*** Opening of Task inputs ***
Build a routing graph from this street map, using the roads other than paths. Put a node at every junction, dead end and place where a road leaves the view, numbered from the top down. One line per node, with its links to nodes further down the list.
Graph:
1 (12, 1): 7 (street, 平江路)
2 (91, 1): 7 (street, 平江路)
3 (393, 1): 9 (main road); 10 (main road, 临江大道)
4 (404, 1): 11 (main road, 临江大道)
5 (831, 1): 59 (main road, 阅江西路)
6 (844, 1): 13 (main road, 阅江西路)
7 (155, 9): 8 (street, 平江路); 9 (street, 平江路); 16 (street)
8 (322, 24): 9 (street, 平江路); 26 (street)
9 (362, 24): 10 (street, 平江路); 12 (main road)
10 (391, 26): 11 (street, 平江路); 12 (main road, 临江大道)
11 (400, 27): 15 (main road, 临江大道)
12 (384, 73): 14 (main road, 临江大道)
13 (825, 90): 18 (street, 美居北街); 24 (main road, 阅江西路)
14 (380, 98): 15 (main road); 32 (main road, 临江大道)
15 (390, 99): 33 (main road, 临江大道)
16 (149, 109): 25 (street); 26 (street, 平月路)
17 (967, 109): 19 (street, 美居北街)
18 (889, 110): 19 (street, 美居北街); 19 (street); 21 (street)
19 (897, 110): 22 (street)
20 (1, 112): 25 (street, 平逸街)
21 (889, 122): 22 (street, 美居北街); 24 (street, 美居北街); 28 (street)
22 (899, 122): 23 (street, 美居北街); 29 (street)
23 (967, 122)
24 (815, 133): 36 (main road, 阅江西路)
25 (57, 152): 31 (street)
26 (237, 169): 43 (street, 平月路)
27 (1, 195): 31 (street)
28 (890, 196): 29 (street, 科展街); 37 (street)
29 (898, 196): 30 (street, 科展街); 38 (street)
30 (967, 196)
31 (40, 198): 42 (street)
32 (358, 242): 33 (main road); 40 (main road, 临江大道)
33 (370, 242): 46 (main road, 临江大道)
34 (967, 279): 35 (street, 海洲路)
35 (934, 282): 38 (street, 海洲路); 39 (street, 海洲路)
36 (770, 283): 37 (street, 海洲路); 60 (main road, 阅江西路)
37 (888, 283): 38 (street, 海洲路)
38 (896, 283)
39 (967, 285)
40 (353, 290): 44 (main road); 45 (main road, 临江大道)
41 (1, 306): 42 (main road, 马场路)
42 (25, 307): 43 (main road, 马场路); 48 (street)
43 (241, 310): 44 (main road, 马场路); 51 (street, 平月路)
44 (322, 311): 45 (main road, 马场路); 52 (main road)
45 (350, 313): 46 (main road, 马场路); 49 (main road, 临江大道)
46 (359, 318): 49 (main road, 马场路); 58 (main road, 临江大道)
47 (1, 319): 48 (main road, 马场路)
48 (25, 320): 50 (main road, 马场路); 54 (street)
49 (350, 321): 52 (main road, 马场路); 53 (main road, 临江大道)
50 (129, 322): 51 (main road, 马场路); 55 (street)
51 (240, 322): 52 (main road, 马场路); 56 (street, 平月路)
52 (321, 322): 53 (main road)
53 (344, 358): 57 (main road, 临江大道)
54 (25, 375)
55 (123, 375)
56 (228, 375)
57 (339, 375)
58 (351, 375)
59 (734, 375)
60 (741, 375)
*** Close of Task inputs ***
— Task goal —
Among the entries above, count every line containing the string "美居北街". Your reply must be that number alone.

— Solution below —
5